§ DATA TO USE:
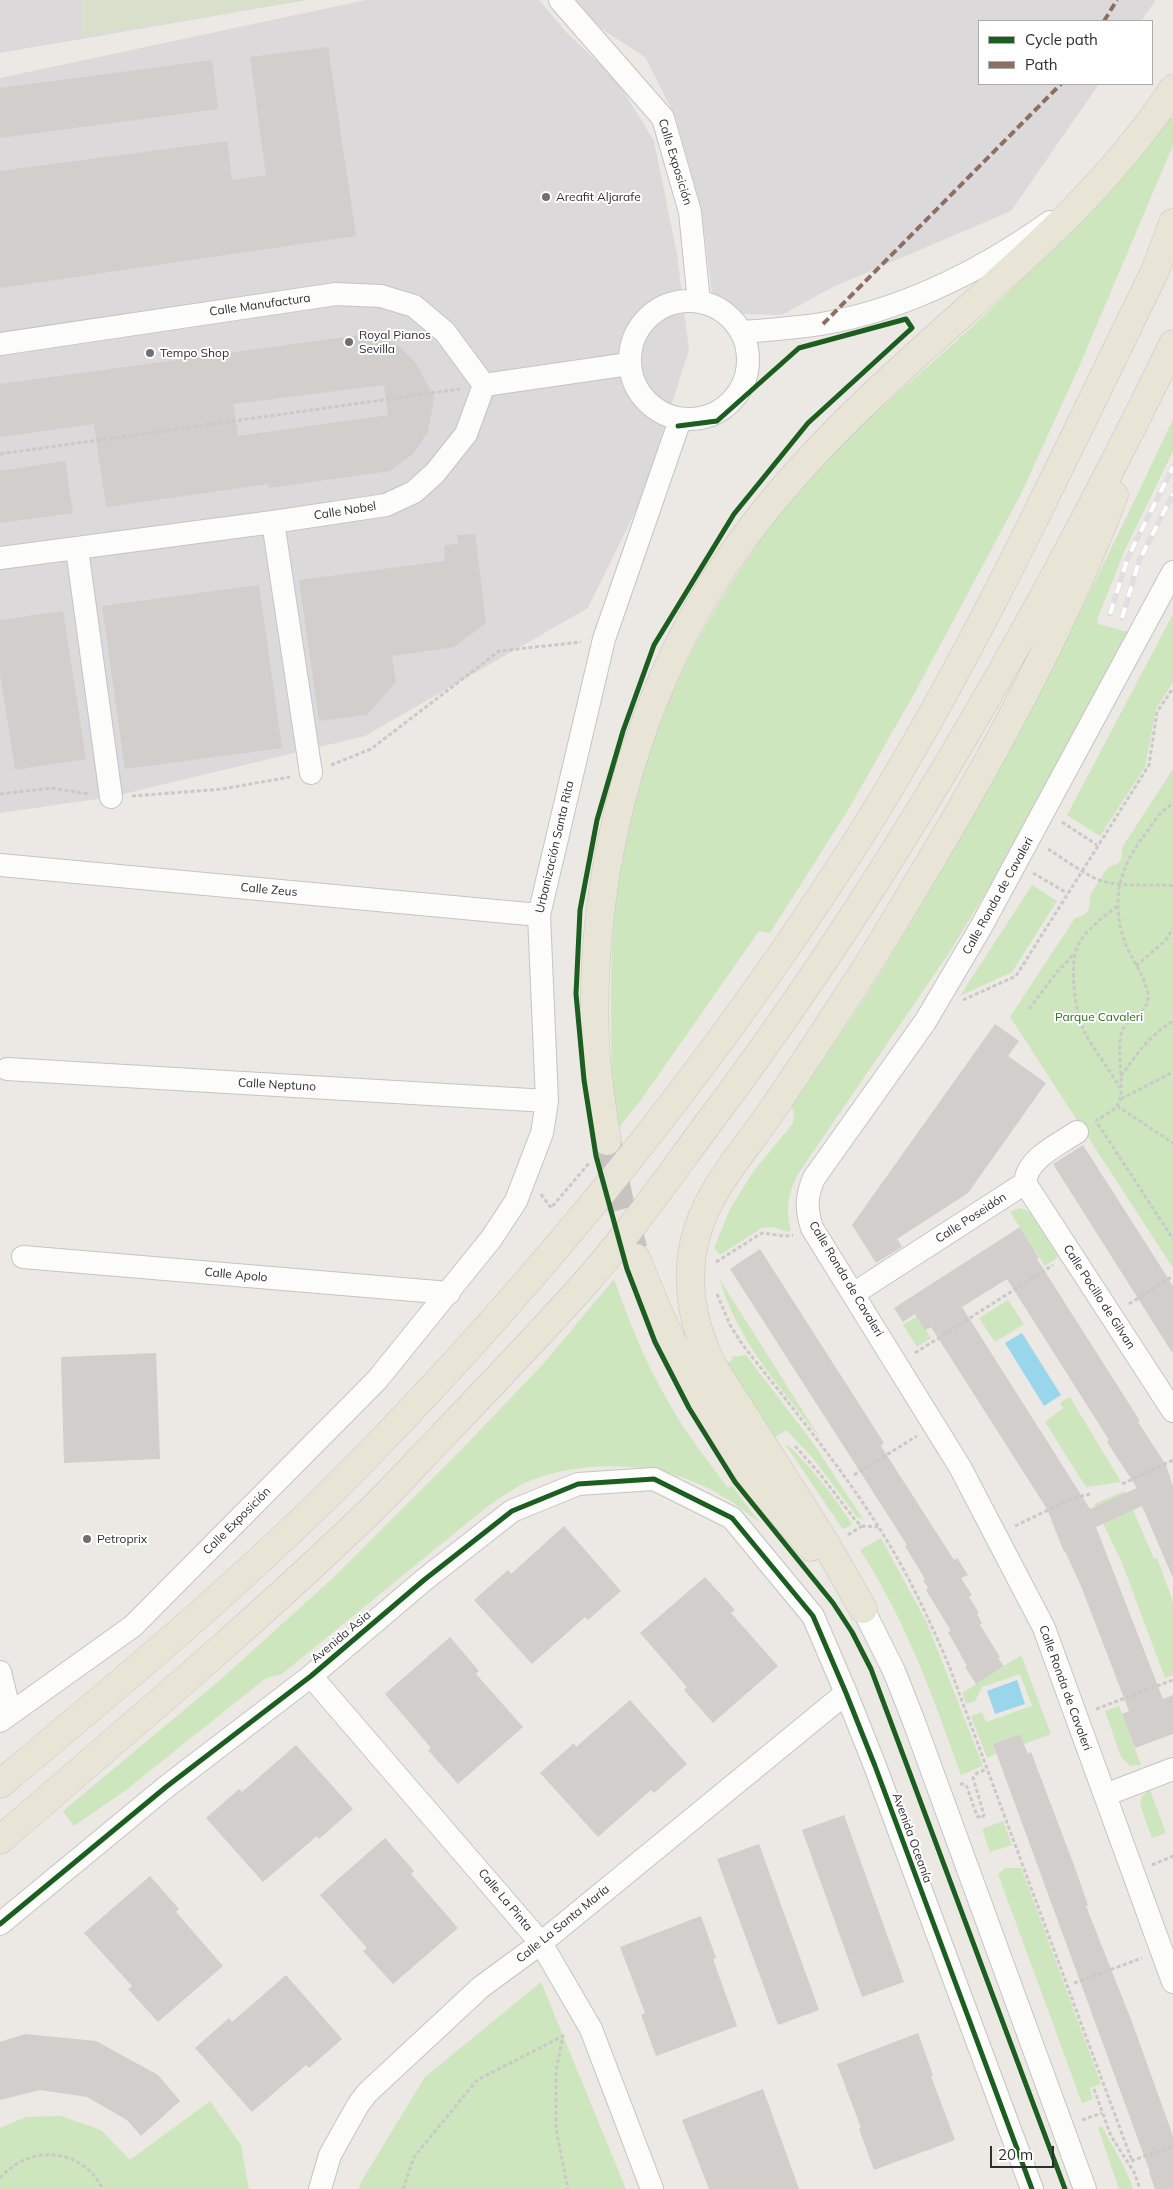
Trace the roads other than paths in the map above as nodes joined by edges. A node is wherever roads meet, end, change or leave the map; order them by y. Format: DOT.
graph roads {
  1 [pos="560,0"];
  2 [pos="1173,89"];
  3 [pos="1087,196"];
  4 [pos="1173,223"];
  5 [pos="699,302"];
  6 [pos="742,332"];
  7 [pos="0,344"];
  8 [pos="1173,344"];
  9 [pos="629,364"];
  10 [pos="1159,372"];
  11 [pos="484,385"];
  12 [pos="680,420"];
  13 [pos="273,522"];
  14 [pos="77,549"];
  15 [pos="0,558"];
  16 [pos="1172,577"];
  17 [pos="311,773"];
  18 [pos="111,797"];
  19 [pos="0,864"];
  20 [pos="539,915"];
  21 [pos="7,1069"];
  22 [pos="548,1101"];
  23 [pos="1086,1126"];
  24 [pos="607,1141"];
  25 [pos="1025,1183"];
  26 [pos="23,1257"];
  27 [pos="636,1258"];
  28 [pos="448,1293"];
  29 [pos="854,1294"];
  30 [pos="1173,1411"];
  31 [pos="732,1518"];
  32 [pos="863,1610"];
  33 [pos="311,1676"];
  34 [pos="846,1692"];
  35 [pos="3,1697"];
  36 [pos="1173,1769"];
  37 [pos="0,1784"];
  38 [pos="1105,1795"];
  39 [pos="0,1840"];
  40 [pos="0,1924"];
  41 [pos="541,1943"];
  42 [pos="1173,1982"];
  43 [pos="320,2189"];
  44 [pos="652,2189"];
  45 [pos="1032,2189"];
  46 [pos="1085,2189"];
  1 -- 5 [label="street, Calle Exposición"];
  2 -- 3 [label="main road"];
  3 -- 6 [label="street"];
  3 -- 24 [label="main road"];
  4 -- 37 [label="main road"];
  5 -- 6 [label="street"];
  5 -- 9 [label="street"];
  6 -- 12 [label="street"];
  7 -- 11 [label="street, Calle Manufactura"];
  8 -- 10 [label="main road"];
  9 -- 11 [label="street"];
  9 -- 12 [label="street"];
  10 -- 32 [label="main road"];
  10 -- 39 [label="main road"];
  11 -- 13 [label="street, Calle Nobel"];
  12 -- 20 [label="street, Urbanización Santa Rita"];
  13 -- 14 [label="street, Calle Nobel"];
  13 -- 17 [label="street"];
  14 -- 15 [label="street, Calle Nobel"];
  14 -- 18 [label="street"];
  16 -- 29 [label="street, Calle Ronda de Cavaleri"];
  19 -- 20 [label="street, Calle Zeus"];
  20 -- 22 [label="street, Urbanización Santa Rita"];
  21 -- 22 [label="street, Calle Neptuno"];
  22 -- 28 [label="street, Urbanización Santa Rita"];
  23 -- 25 [label="street"];
  25 -- 29 [label="street, Calle Poseidón"];
  25 -- 30 [label="street, Calle Pocillo de Gilvan"];
  26 -- 28 [label="street, Calle Apolo"];
  27 -- 32 [label="main road"];
  28 -- 35 [label="street, Calle Exposición"];
  29 -- 38 [label="street, Calle Ronda de Cavaleri"];
  31 -- 33 [label="street, Avenida Asia"];
  31 -- 34 [label="street, Avenida Oceanía"];
  32 -- 46 [label="street"];
  33 -- 40 [label="street, Avenida Asia"];
  33 -- 41 [label="street, Calle La Pinta"];
  34 -- 41 [label="street, Calle La Santa María"];
  34 -- 45 [label="street, Avenida Oceanía"];
  36 -- 38 [label="street"];
  38 -- 42 [label="street, Calle Ronda de Cavaleri"];
  41 -- 43 [label="street, Calle La Santa María"];
  41 -- 44 [label="street, Calle La Pinta"];
}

§ WHAT NEEDS TO BE DONE:
Print the entire listing precisely as written, omitting the images it holds.

§ RESULT:
Trace the roads other than paths in the map above as nodes joined by edges. A node is wherever roads meet, end, change or leave the map; order them by y. Format: DOT.
graph roads {
  1 [pos="560,0"];
  2 [pos="1173,89"];
  3 [pos="1087,196"];
  4 [pos="1173,223"];
  5 [pos="699,302"];
  6 [pos="742,332"];
  7 [pos="0,344"];
  8 [pos="1173,344"];
  9 [pos="629,364"];
  10 [pos="1159,372"];
  11 [pos="484,385"];
  12 [pos="680,420"];
  13 [pos="273,522"];
  14 [pos="77,549"];
  15 [pos="0,558"];
  16 [pos="1172,577"];
  17 [pos="311,773"];
  18 [pos="111,797"];
  19 [pos="0,864"];
  20 [pos="539,915"];
  21 [pos="7,1069"];
  22 [pos="548,1101"];
  23 [pos="1086,1126"];
  24 [pos="607,1141"];
  25 [pos="1025,1183"];
  26 [pos="23,1257"];
  27 [pos="636,1258"];
  28 [pos="448,1293"];
  29 [pos="854,1294"];
  30 [pos="1173,1411"];
  31 [pos="732,1518"];
  32 [pos="863,1610"];
  33 [pos="311,1676"];
  34 [pos="846,1692"];
  35 [pos="3,1697"];
  36 [pos="1173,1769"];
  37 [pos="0,1784"];
  38 [pos="1105,1795"];
  39 [pos="0,1840"];
  40 [pos="0,1924"];
  41 [pos="541,1943"];
  42 [pos="1173,1982"];
  43 [pos="320,2189"];
  44 [pos="652,2189"];
  45 [pos="1032,2189"];
  46 [pos="1085,2189"];
  1 -- 5 [label="street, Calle Exposición"];
  2 -- 3 [label="main road"];
  3 -- 6 [label="street"];
  3 -- 24 [label="main road"];
  4 -- 37 [label="main road"];
  5 -- 6 [label="street"];
  5 -- 9 [label="street"];
  6 -- 12 [label="street"];
  7 -- 11 [label="street, Calle Manufactura"];
  8 -- 10 [label="main road"];
  9 -- 11 [label="street"];
  9 -- 12 [label="street"];
  10 -- 32 [label="main road"];
  10 -- 39 [label="main road"];
  11 -- 13 [label="street, Calle Nobel"];
  12 -- 20 [label="street, Urbanización Santa Rita"];
  13 -- 14 [label="street, Calle Nobel"];
  13 -- 17 [label="street"];
  14 -- 15 [label="street, Calle Nobel"];
  14 -- 18 [label="street"];
  16 -- 29 [label="street, Calle Ronda de Cavaleri"];
  19 -- 20 [label="street, Calle Zeus"];
  20 -- 22 [label="street, Urbanización Santa Rita"];
  21 -- 22 [label="street, Calle Neptuno"];
  22 -- 28 [label="street, Urbanización Santa Rita"];
  23 -- 25 [label="street"];
  25 -- 29 [label="street, Calle Poseidón"];
  25 -- 30 [label="street, Calle Pocillo de Gilvan"];
  26 -- 28 [label="street, Calle Apolo"];
  27 -- 32 [label="main road"];
  28 -- 35 [label="street, Calle Exposición"];
  29 -- 38 [label="street, Calle Ronda de Cavaleri"];
  31 -- 33 [label="street, Avenida Asia"];
  31 -- 34 [label="street, Avenida Oceanía"];
  32 -- 46 [label="street"];
  33 -- 40 [label="street, Avenida Asia"];
  33 -- 41 [label="street, Calle La Pinta"];
  34 -- 41 [label="street, Calle La Santa María"];
  34 -- 45 [label="street, Avenida Oceanía"];
  36 -- 38 [label="street"];
  38 -- 42 [label="street, Calle Ronda de Cavaleri"];
  41 -- 43 [label="street, Calle La Santa María"];
  41 -- 44 [label="street, Calle La Pinta"];
}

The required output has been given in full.